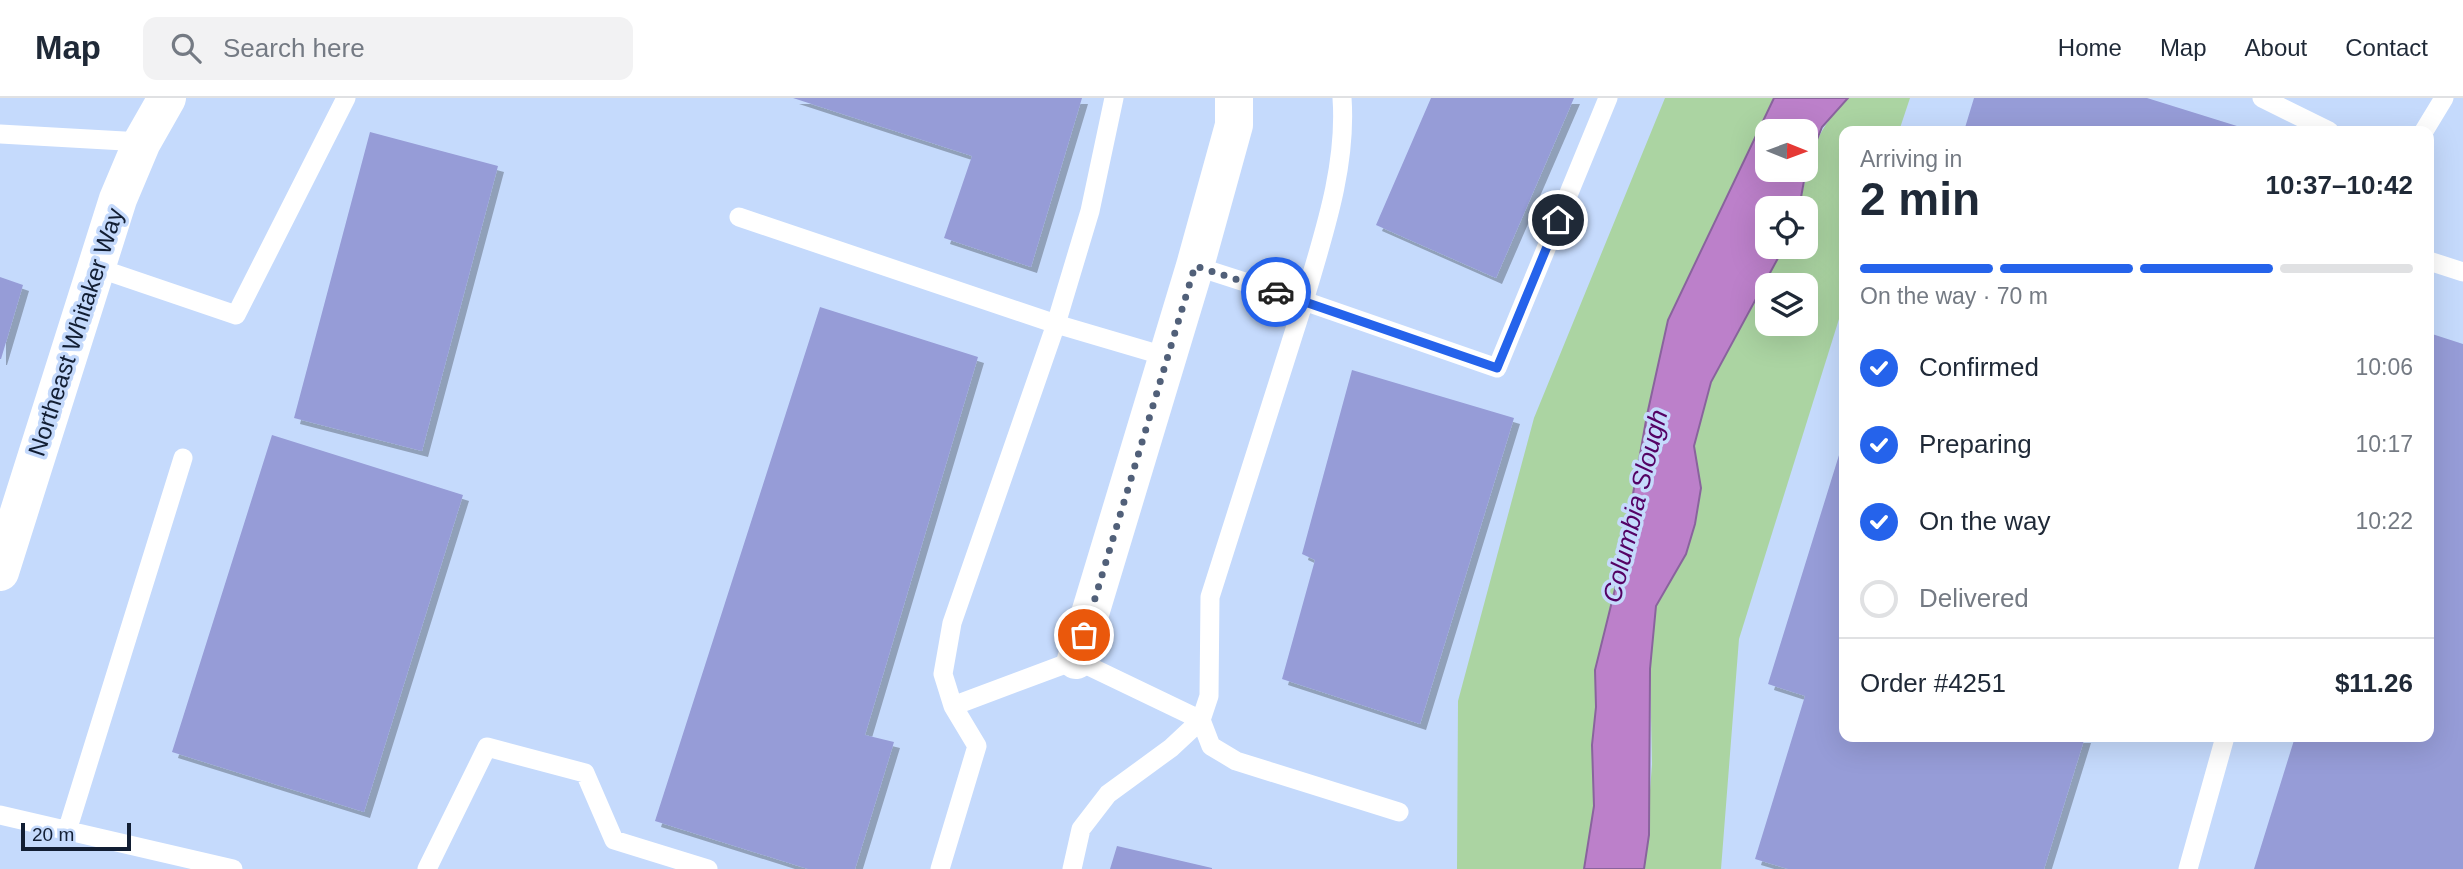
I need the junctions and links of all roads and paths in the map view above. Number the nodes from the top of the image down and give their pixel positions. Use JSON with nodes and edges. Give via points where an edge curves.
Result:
{"nodes":[{"id":1,"x":167,"y":98,"type":"edge"},
{"id":2,"x":346,"y":98,"type":"edge"},
{"id":3,"x":1114,"y":98,"type":"edge"},
{"id":4,"x":1234,"y":98,"type":"edge"},
{"id":5,"x":1342,"y":98,"type":"edge"},
{"id":6,"x":1608,"y":98,"type":"edge"},
{"id":7,"x":2262,"y":98,"type":"edge"},
{"id":8,"x":2444,"y":98,"type":"edge"},
{"id":9,"x":2319,"y":126,"type":"edge"},
{"id":10,"x":2427,"y":126,"type":"edge"},
{"id":11,"x":0,"y":134,"type":"edge"},
{"id":12,"x":142,"y":142,"type":"junction"},
{"id":13,"x":739,"y":217,"type":"dead end"},
{"id":14,"x":2434,"y":263,"type":"edge"},
{"id":15,"x":1195,"y":266,"type":"junction"},
{"id":16,"x":95,"y":267,"type":"junction"},
{"id":17,"x":2463,"y":272,"type":"edge"},
{"id":18,"x":1304,"y":301,"type":"junction"},
{"id":19,"x":1056,"y":324,"type":"junction"},
{"id":20,"x":1168,"y":358,"type":"junction"},
{"id":21,"x":183,"y":458,"type":"dead end"},
{"id":22,"x":8,"y":517,"type":"edge"},
{"id":23,"x":0,"y":572,"type":"edge"},
{"id":24,"x":1076,"y":660,"type":"junction"},
{"id":25,"x":953,"y":706,"type":"junction"},
{"id":26,"x":1201,"y":720,"type":"junction"},
{"id":27,"x":2224,"y":742,"type":"edge"},
{"id":28,"x":1399,"y":812,"type":"dead end"},
{"id":29,"x":0,"y":816,"type":"edge"},
{"id":30,"x":67,"y":831,"type":"junction"},
{"id":31,"x":233,"y":869,"type":"edge"},
{"id":32,"x":427,"y":869,"type":"edge"},
{"id":33,"x":708,"y":869,"type":"edge"},
{"id":34,"x":940,"y":869,"type":"edge"},
{"id":35,"x":1072,"y":869,"type":"edge"},
{"id":36,"x":2188,"y":869,"type":"edge"}],
"edges":[{"from":1,"to":12,"type":"street","name":"Northeast Whitaker Way"},
{"from":2,"to":16,"type":"lane","via":[[236,315]]},
{"from":3,"to":19,"type":"lane","via":[[1090,211]]},
{"from":4,"to":15,"type":"street","via":[[1234,125]]},
{"from":5,"to":18,"type":"lane","via":[[1344,123],[1330,215]]},
{"from":6,"to":18,"type":"lane","via":[[1497,368]]},
{"from":7,"to":9,"type":"lane"},
{"from":8,"to":10,"type":"lane"},
{"from":11,"to":12,"type":"lane"},
{"from":12,"to":16,"type":"street","name":"Northeast Whitaker Way"},
{"from":13,"to":19,"type":"lane"},
{"from":14,"to":17,"type":"lane"},
{"from":15,"to":18,"type":"lane"},
{"from":15,"to":20,"type":"street"},
{"from":16,"to":22,"type":"street","name":"Northeast Whitaker Way"},
{"from":18,"to":26,"type":"lane","via":[[1210,597],[1209,696]]},
{"from":19,"to":20,"type":"lane"},
{"from":19,"to":25,"type":"lane","via":[[952,623],[943,674]]},
{"from":20,"to":24,"type":"street"},
{"from":21,"to":30,"type":"lane"},
{"from":22,"to":23,"type":"street","name":"Northeast Whitaker Way"},
{"from":24,"to":25,"type":"lane"},
{"from":24,"to":26,"type":"lane"},
{"from":25,"to":34,"type":"lane","via":[[977,746]]},
{"from":26,"to":28,"type":"lane","via":[[1211,746],[1236,761]]},
{"from":26,"to":35,"type":"lane","via":[[1108,794],[1081,830]]},
{"from":27,"to":36,"type":"lane"},
{"from":29,"to":30,"type":"lane"},
{"from":30,"to":31,"type":"lane"},
{"from":32,"to":33,"type":"lane","via":[[487,747],[585,773],[614,839]]}]}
----------
Strip out the pictures and reproduce the remaining material above exactly.

I need the junctions and links of all roads and paths in the map view above. Number the nodes from the top of the image down and give their pixel positions. Use JSON with nodes and edges. Give via points where an edge curves.
Result:
{"nodes":[{"id":1,"x":167,"y":98,"type":"edge"},
{"id":2,"x":346,"y":98,"type":"edge"},
{"id":3,"x":1114,"y":98,"type":"edge"},
{"id":4,"x":1234,"y":98,"type":"edge"},
{"id":5,"x":1342,"y":98,"type":"edge"},
{"id":6,"x":1608,"y":98,"type":"edge"},
{"id":7,"x":2262,"y":98,"type":"edge"},
{"id":8,"x":2444,"y":98,"type":"edge"},
{"id":9,"x":2319,"y":126,"type":"edge"},
{"id":10,"x":2427,"y":126,"type":"edge"},
{"id":11,"x":0,"y":134,"type":"edge"},
{"id":12,"x":142,"y":142,"type":"junction"},
{"id":13,"x":739,"y":217,"type":"dead end"},
{"id":14,"x":2434,"y":263,"type":"edge"},
{"id":15,"x":1195,"y":266,"type":"junction"},
{"id":16,"x":95,"y":267,"type":"junction"},
{"id":17,"x":2463,"y":272,"type":"edge"},
{"id":18,"x":1304,"y":301,"type":"junction"},
{"id":19,"x":1056,"y":324,"type":"junction"},
{"id":20,"x":1168,"y":358,"type":"junction"},
{"id":21,"x":183,"y":458,"type":"dead end"},
{"id":22,"x":8,"y":517,"type":"edge"},
{"id":23,"x":0,"y":572,"type":"edge"},
{"id":24,"x":1076,"y":660,"type":"junction"},
{"id":25,"x":953,"y":706,"type":"junction"},
{"id":26,"x":1201,"y":720,"type":"junction"},
{"id":27,"x":2224,"y":742,"type":"edge"},
{"id":28,"x":1399,"y":812,"type":"dead end"},
{"id":29,"x":0,"y":816,"type":"edge"},
{"id":30,"x":67,"y":831,"type":"junction"},
{"id":31,"x":233,"y":869,"type":"edge"},
{"id":32,"x":427,"y":869,"type":"edge"},
{"id":33,"x":708,"y":869,"type":"edge"},
{"id":34,"x":940,"y":869,"type":"edge"},
{"id":35,"x":1072,"y":869,"type":"edge"},
{"id":36,"x":2188,"y":869,"type":"edge"}],
"edges":[{"from":1,"to":12,"type":"street","name":"Northeast Whitaker Way"},
{"from":2,"to":16,"type":"lane","via":[[236,315]]},
{"from":3,"to":19,"type":"lane","via":[[1090,211]]},
{"from":4,"to":15,"type":"street","via":[[1234,125]]},
{"from":5,"to":18,"type":"lane","via":[[1344,123],[1330,215]]},
{"from":6,"to":18,"type":"lane","via":[[1497,368]]},
{"from":7,"to":9,"type":"lane"},
{"from":8,"to":10,"type":"lane"},
{"from":11,"to":12,"type":"lane"},
{"from":12,"to":16,"type":"street","name":"Northeast Whitaker Way"},
{"from":13,"to":19,"type":"lane"},
{"from":14,"to":17,"type":"lane"},
{"from":15,"to":18,"type":"lane"},
{"from":15,"to":20,"type":"street"},
{"from":16,"to":22,"type":"street","name":"Northeast Whitaker Way"},
{"from":18,"to":26,"type":"lane","via":[[1210,597],[1209,696]]},
{"from":19,"to":20,"type":"lane"},
{"from":19,"to":25,"type":"lane","via":[[952,623],[943,674]]},
{"from":20,"to":24,"type":"street"},
{"from":21,"to":30,"type":"lane"},
{"from":22,"to":23,"type":"street","name":"Northeast Whitaker Way"},
{"from":24,"to":25,"type":"lane"},
{"from":24,"to":26,"type":"lane"},
{"from":25,"to":34,"type":"lane","via":[[977,746]]},
{"from":26,"to":28,"type":"lane","via":[[1211,746],[1236,761]]},
{"from":26,"to":35,"type":"lane","via":[[1108,794],[1081,830]]},
{"from":27,"to":36,"type":"lane"},
{"from":29,"to":30,"type":"lane"},
{"from":30,"to":31,"type":"lane"},
{"from":32,"to":33,"type":"lane","via":[[487,747],[585,773],[614,839]]}]}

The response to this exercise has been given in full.